Motivation

Despite all the advantages of target capture, this method can generate linked SNPs. The STRUCTURE program permits inclusion of weakly linked markers with some degree of non-independence. To overcome the possible effects of linked SNPs, we sub-sampled our data set. From the original data set, we created 10 sets where we randomly choose 1 SNP per marker. To analyse these 10 data sets, we used the same pipeline as for the original data set, using STRUCTURE with 3 replicates and for k=1 to k=8 for 100 000 generations. Then we compiled results for the 10 data sets to estimate the best number of ancestral populations and performed a t-test to evaluate if the sub sampled admixture values were significantly different from those obtained for the full SNPs data set.

Build the randomized sets

Show code

# Randomise 1 SNP per maker

mkdir -p ./markers
cat deepvariant.cohort_filtered_1181.vcf | grep "^#" > header.txt
cat deepvariant.cohort_filtered_1181.vcf | grep -v "^#" | cut -f1 | 
sort  | uniq > ./markers/markers
for i in $(cat ./markers/markers); \
    do cat deepvariant.cohort_filtered_1181.vcf  | grep "^$i" > ./markers/"$i"_marker; \
done

ls ./markers/*_marker > list_file

mkdir -p ./randomized_vcfs

count=10
for J in $(seq $count);
    do for i in $(cat list_file); do shuf -n 1 $i >> ./randomized_vcfs/set_"$J".temp; \
    cat header.txt ./randomized_vcfs/set_"$J".temp > ./randomized_vcfs/set_"$J".vcf; \
    done;
    done
rm ./randomized_vcfs/*.temp

STRUCTURE run of the 10 randomized sets

Show code

#!/bin/bash

MAIN_DIR=/home/vincent/Project/Ginseng/4_Structure/0_analyses/2022-03/randomized_vcf_pgdspider
MAINP=/home/vincent/Project/Ginseng/4_Structure/0_analyses/2022-03/randomized_vcf_pgdspider/mainparams
EXP=/home/vincent/Project/Ginseng/4_Structure/0_analyses/2022-03/randomized_vcf_pgdspider/extraparams
cd randomized_vcf_pgdspider
for REP in $(seq 1 3); \
    do 
        for INPUT in $(ls *vcf); \
            do 
                for i in {1..10} #change number if necessary
                do
                    (cd $MAIN_DIR
                    mkdir -p "$INPUT"_"$i"."$REP"
                    cd "$INPUT"_"$i"."$REP"
                    pwd
                    structure -i ../"$INPUT" \
                    -o "$INPUT"_"$i"."$REP" \
                    -m $MAINP \
                    -e $EXP \
                    -K $i > run_"$INPUT"_"$i"."$REP".log
                    ) &
                done;
        done;

The rawsummary.tsv contain the likelihood scores of the 300 analyses. The ln score is used to decide which value K is more appropriate for our data set.

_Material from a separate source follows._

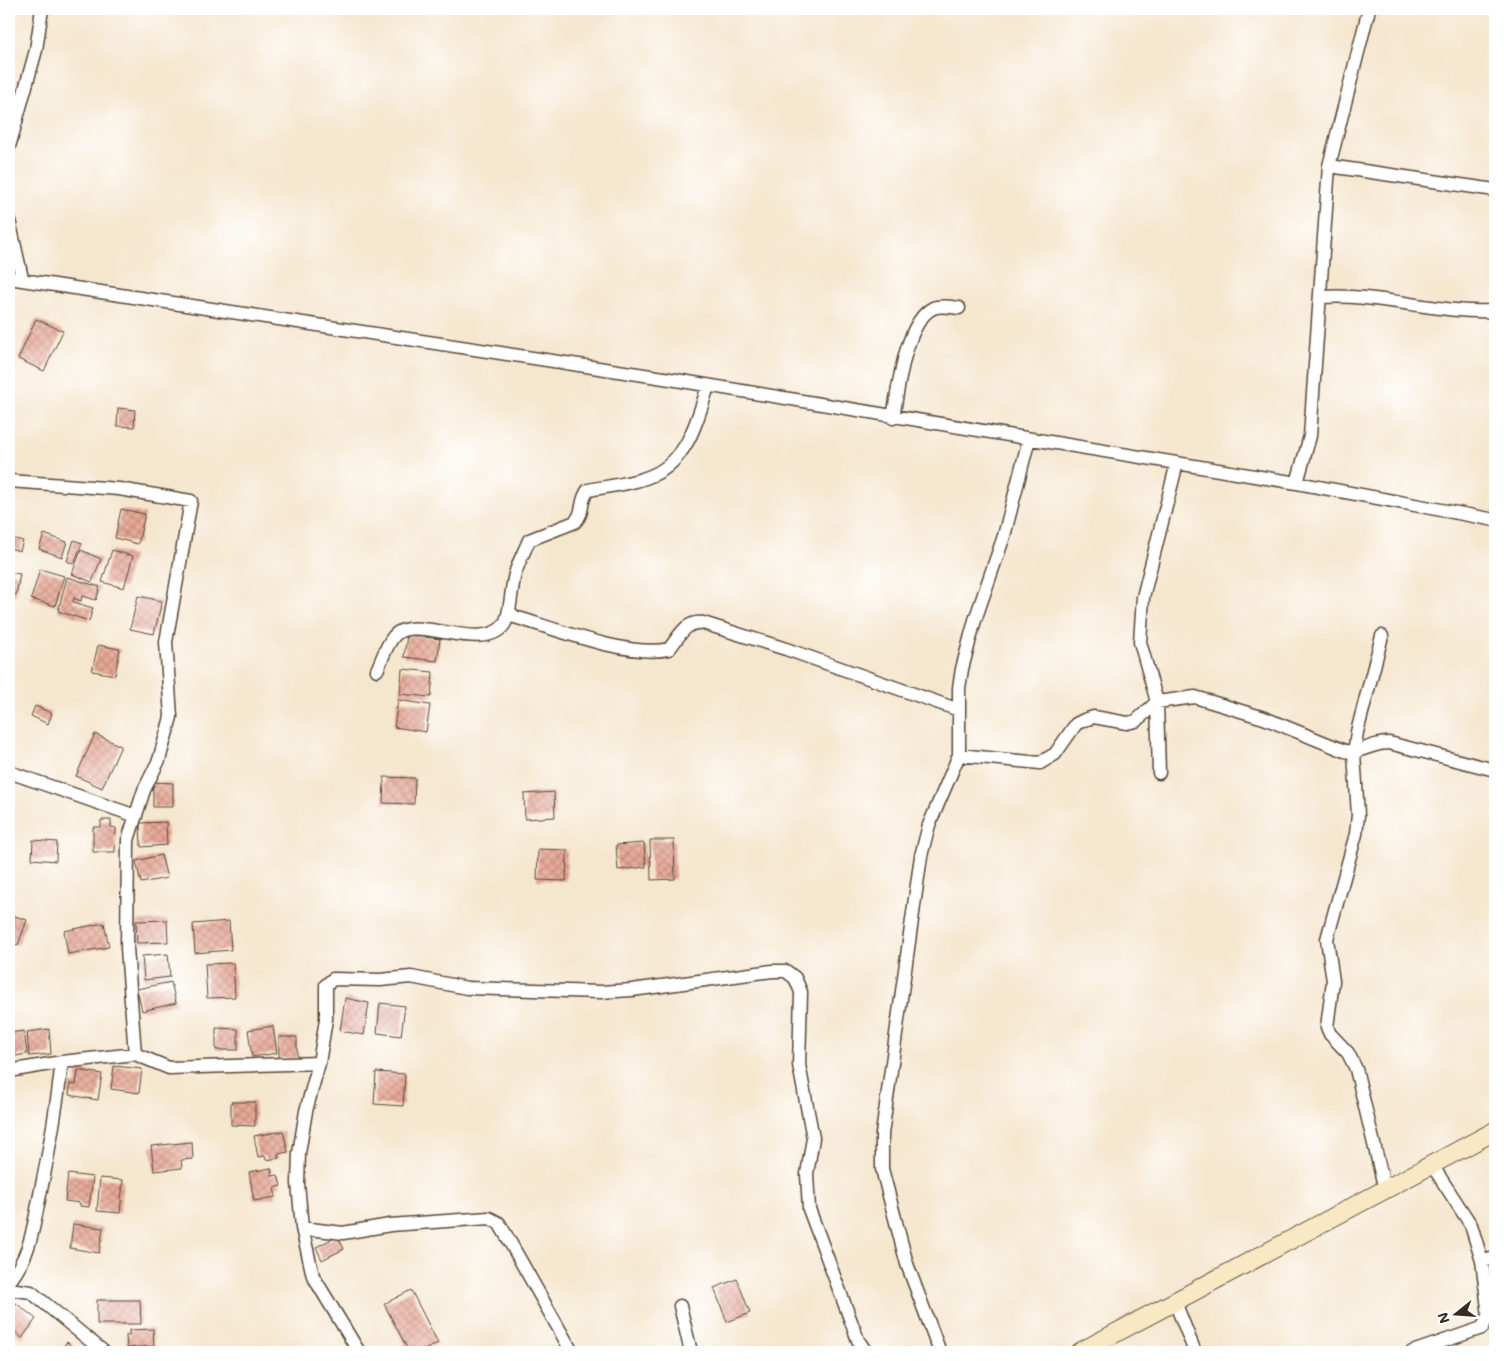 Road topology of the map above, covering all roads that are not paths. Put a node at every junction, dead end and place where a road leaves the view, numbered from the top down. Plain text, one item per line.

Randomized sets analysed individualy

Show code

knitr::opts_chunk$set(echo = TRUE)
library(tidyverse)
library(viridis)
library(hrbrthemes)
library(kableExtra)
library(gridExtra)
library(ggpubr)
library(rstatix)
setwd("~/Project/Ginseng/4_Structure/0_analyses/2022-03/randomized_vcf_pgdspider/harvester/")

Prepare the data

Show code

csv <- read.csv("rawsummary.tsv", sep = "\t")
mean_ln <- csv %>% group_by(set, k) %>%
  mutate(ln.mean = mean(.data$Est..Ln.prob..of.data[.data$REP])) %>%
  arrange(set, k)
sd_ln <- mean_ln %>% mutate(sd = Est..Ln.prob..of.data - ln.mean)
sd_ln_sd <- sd_ln %>% group_by(set, k) %>%
  mutate(ln_sd = sd(.data$sd[.data$REP])) %>%
  select(set, ln.mean, ln_sd) %>%
  unique() %>%
  filter_all(all_vars(set != "ALL SNPs")) %>%
  arrange(as.numeric(set)) %>%
  mutate(Set = recode(set, "1" = "Set 1", "2" = "Set 2", "3" = "Set 3", 
                      "4" = "Set 4", "5" = "Set 5", "6" = "Set 6", 
                      "7" = "Set 7", "8" = "Set 8", "9" = "Set 9", 
                      "10" = "Set 10"))

L(K)(mean +- SD)

Show code

p <- sd_ln_sd %>%
  ggplot(aes(x = k, y = (ln.mean), color = factor(set))) +
  geom_point(size = 3) +
  geom_line() +
  scale_color_manual("Randomized sets", values=c("#9e0142", "#d53e4f", "#f46d43", 
                                                 "#fdae61", "#fee08b", "#e6f598", 
                                                 "#abdda4", "#66c2a5", "#3288bd", 
                                                 "#5e4fa2"), breaks =c(1,2,3,4,5,6,7,8,9,10)) +
  theme_classic() +
  theme(plot.title = element_text(hjust = 1)) +
  xlab("K") + ylab("Mean of est. Ln prob of data") +
  geom_errorbar(aes(ymin = ln.mean - ln_sd, ymax = ln.mean + ln_sd), width = 0.15)+
  ggtitle("L(K)(mean +-SD") + 
  xlim("1","2","3","4", "5", "6", "7", "8", "9", "10")
p

Show code

p + facet_wrap(~factor(Set, levels = c("Set 1", "Set 2", "Set 3", "Set 4", "
                                       Set 5", "Set 6", "Set 7", "Set 8", 
                                       "Set 9", "Set 10")), scale = "free")

Delta K - Evanno method

The mean difference between successive likelihood values of K”:

\[ L'(K ) = L(K) − L(K − 1) \]

The (absolute value of the) difference between successive values of L’(K):

\[ L''(K)| =| L'(K + 1) − L'(K) | \] 3. DetltaK:

\[ ∆K = m(|L(K + 1) − 2 L(K ) + L(K − 1)|)/s[L(K )] \] | a. average the L(K) over the x replicates
| b. estimate from these averages

\[ L''(K) = abs( L(K+1) - 2L(K) + L(K-1) ) \]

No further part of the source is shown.